ALE versions 0.4.1 and later implement a drizzling algorithm based on that outlined in research by Richard Hook and Andrew Fruchter.1

Algorithm

In the drizzle rendering method, pixels from source images are associated with a square region of given radius in the source image coordinate system. Similarly, each pixel in the accumulated image, or target image, is associated with a square region, such that each square region coincides with its neighbors exactly at its edges. The source regions are then transformed according to the known alignment between source and target, and the regions from all transformed source images are combined to form the target image, where each source pixel region contributes to each target pixel region linearly with the area of overlap between the regions (as calculated in the target coordinate system).

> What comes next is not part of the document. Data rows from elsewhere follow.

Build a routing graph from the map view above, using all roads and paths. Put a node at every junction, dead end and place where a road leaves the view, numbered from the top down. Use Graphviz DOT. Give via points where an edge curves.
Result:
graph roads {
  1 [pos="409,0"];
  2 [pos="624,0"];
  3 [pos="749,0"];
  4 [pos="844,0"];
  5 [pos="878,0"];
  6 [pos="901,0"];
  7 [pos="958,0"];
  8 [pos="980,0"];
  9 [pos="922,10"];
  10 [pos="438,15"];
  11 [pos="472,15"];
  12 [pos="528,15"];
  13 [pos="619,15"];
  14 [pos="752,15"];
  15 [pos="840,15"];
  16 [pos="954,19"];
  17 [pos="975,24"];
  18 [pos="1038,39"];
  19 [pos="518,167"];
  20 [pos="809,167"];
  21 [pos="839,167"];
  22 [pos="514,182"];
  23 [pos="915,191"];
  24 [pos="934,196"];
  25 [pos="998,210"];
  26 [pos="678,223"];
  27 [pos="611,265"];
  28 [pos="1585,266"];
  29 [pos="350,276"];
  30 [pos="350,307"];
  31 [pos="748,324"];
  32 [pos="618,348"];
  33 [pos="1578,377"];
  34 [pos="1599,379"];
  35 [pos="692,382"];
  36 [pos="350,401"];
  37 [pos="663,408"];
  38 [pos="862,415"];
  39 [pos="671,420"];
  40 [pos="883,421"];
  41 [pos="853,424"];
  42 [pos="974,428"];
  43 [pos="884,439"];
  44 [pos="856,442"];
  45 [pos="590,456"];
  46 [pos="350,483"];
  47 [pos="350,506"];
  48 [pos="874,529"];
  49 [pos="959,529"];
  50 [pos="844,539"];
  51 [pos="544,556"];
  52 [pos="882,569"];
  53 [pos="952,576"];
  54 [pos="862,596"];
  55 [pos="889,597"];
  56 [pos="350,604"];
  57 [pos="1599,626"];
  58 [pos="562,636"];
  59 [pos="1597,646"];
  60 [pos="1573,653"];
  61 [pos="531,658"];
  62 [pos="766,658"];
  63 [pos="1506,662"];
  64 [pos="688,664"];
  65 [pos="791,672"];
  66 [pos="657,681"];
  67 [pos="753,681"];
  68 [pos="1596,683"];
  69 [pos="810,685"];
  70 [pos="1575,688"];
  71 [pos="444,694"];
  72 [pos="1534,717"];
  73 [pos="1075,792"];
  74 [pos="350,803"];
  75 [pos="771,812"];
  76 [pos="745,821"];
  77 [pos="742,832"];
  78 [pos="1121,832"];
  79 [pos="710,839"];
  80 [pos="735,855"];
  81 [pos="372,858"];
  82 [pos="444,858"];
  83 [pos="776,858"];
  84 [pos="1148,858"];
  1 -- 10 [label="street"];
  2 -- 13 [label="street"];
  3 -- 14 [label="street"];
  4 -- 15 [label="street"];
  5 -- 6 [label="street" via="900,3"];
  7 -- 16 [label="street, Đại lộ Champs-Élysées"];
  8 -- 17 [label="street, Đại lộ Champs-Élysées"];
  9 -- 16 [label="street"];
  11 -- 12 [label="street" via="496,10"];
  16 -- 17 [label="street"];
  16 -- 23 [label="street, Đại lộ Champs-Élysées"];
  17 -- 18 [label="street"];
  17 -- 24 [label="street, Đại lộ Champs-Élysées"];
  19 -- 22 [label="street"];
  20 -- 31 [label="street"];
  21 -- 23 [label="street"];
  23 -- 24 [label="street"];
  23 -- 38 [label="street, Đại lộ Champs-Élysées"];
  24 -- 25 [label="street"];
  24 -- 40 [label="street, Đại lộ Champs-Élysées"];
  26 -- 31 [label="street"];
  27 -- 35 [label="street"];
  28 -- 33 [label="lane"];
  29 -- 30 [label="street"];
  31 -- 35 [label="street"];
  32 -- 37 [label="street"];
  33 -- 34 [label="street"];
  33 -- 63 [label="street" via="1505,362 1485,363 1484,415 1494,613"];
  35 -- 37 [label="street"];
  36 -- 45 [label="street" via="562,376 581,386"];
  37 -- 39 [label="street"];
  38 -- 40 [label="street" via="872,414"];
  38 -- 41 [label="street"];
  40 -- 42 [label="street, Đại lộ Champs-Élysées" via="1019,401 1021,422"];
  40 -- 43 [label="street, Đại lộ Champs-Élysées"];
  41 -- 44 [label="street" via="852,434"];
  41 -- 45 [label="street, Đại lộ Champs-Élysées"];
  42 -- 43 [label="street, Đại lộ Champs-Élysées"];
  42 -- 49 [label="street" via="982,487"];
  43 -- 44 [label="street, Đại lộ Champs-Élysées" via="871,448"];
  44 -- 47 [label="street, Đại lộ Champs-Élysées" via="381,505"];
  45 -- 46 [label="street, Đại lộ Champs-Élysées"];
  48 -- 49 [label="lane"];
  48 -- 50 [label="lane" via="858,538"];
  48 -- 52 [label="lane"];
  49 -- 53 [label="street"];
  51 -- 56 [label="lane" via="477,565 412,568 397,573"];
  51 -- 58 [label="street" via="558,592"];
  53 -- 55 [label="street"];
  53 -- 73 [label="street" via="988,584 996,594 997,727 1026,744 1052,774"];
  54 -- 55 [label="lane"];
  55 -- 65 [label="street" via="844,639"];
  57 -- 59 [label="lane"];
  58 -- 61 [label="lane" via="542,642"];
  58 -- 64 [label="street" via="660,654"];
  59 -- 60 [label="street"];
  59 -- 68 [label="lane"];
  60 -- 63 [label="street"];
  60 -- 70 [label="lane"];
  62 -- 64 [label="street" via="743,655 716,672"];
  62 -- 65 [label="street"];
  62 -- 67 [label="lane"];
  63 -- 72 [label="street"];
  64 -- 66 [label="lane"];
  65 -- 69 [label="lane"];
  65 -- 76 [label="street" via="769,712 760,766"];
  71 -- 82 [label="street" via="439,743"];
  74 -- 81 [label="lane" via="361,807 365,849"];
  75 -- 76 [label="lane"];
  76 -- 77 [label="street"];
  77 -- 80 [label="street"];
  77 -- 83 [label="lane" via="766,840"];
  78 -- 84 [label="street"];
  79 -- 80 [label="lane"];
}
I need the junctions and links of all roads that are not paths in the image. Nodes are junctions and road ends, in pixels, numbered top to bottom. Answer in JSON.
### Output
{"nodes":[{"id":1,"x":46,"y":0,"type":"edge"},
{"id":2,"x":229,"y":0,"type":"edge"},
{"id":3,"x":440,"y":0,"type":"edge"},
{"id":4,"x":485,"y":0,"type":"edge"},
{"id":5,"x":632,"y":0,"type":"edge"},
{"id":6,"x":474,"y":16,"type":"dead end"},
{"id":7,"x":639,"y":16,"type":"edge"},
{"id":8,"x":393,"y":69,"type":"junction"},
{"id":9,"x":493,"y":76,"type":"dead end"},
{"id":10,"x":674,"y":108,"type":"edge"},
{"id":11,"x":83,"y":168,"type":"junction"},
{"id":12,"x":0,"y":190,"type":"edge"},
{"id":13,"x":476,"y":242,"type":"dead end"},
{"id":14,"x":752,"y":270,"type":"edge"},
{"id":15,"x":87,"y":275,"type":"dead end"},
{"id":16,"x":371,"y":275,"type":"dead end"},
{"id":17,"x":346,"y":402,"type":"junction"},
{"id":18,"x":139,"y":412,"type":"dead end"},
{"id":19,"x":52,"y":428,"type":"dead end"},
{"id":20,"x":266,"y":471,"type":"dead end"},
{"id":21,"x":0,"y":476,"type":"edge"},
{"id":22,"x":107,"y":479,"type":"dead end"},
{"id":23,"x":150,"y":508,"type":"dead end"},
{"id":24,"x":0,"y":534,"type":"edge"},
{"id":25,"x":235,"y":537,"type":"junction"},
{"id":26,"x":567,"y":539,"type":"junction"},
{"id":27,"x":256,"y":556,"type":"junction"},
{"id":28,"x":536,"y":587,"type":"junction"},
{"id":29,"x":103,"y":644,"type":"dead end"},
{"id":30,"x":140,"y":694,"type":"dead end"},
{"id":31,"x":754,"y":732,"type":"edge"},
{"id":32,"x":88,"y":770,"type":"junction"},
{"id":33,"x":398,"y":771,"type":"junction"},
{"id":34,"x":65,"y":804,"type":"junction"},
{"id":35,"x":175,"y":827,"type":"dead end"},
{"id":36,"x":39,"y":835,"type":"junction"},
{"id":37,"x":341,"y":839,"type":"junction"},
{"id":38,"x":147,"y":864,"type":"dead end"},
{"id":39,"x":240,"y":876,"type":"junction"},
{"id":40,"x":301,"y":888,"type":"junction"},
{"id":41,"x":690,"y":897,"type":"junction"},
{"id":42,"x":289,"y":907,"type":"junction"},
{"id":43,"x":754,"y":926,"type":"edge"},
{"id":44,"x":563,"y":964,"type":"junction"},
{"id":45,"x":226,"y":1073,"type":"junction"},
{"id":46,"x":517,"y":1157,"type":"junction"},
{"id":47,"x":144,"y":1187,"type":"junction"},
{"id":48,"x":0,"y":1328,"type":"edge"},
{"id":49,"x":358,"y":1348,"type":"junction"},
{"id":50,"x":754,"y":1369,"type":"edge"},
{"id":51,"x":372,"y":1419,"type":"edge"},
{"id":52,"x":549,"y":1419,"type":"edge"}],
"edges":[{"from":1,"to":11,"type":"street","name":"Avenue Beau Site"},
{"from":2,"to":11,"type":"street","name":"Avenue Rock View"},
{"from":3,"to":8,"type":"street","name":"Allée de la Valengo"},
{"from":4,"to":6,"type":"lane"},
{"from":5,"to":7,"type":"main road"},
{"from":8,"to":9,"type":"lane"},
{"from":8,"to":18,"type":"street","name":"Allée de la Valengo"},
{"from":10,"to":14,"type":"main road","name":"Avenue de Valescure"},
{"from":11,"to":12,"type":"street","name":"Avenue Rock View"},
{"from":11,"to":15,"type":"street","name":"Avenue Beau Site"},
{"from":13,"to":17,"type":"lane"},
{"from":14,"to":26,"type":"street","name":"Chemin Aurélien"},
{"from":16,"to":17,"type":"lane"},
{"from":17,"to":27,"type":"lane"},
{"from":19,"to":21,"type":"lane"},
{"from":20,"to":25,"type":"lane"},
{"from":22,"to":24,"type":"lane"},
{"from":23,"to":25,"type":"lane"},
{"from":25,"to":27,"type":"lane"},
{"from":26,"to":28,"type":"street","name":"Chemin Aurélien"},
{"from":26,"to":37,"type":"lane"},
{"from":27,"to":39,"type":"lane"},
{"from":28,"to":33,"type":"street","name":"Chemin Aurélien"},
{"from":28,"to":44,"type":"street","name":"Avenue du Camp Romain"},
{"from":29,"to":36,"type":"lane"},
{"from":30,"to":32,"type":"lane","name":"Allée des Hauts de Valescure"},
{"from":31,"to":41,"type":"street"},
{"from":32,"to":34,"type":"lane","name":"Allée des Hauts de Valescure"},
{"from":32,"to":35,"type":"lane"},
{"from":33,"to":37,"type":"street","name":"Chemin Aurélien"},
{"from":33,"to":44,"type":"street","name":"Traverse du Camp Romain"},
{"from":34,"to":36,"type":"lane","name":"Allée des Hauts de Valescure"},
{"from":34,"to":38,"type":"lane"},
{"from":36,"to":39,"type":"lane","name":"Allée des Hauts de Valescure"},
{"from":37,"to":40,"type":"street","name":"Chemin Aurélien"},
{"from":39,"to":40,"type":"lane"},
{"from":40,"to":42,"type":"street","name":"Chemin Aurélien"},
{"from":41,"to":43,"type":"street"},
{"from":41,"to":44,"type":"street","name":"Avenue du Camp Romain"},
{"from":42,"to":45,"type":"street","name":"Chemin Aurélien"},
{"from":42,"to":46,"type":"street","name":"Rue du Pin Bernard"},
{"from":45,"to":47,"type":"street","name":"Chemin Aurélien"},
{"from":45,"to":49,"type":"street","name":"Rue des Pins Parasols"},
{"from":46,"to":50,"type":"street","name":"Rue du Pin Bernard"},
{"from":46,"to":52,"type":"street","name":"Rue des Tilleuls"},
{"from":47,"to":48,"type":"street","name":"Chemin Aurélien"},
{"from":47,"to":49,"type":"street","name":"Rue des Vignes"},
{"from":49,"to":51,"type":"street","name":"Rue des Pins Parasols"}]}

ALE uses an approximation to the above approach, wherein the area of overlap is calculated in the coordinates of the source image and then multiplied by a factor approximating any difference in scale between the source and target images; for the purpose of these calculations, the region of the target pixel is approximated by a rectangle in the source coordinate system having all sides parallel to the source image coordinate axes.

Properties

Assuming small drizzling radius, drizzling is approximately the same as convolution of discrete pixel data with a box filter having the same radius as the chosen drizzling radius. Given the box filter approximation, jittering assumption, point sampling, and sufficiently small radius, drizzling should provide an acceptable approximation of T. Until this is proven, however, this result should be considered unreliable.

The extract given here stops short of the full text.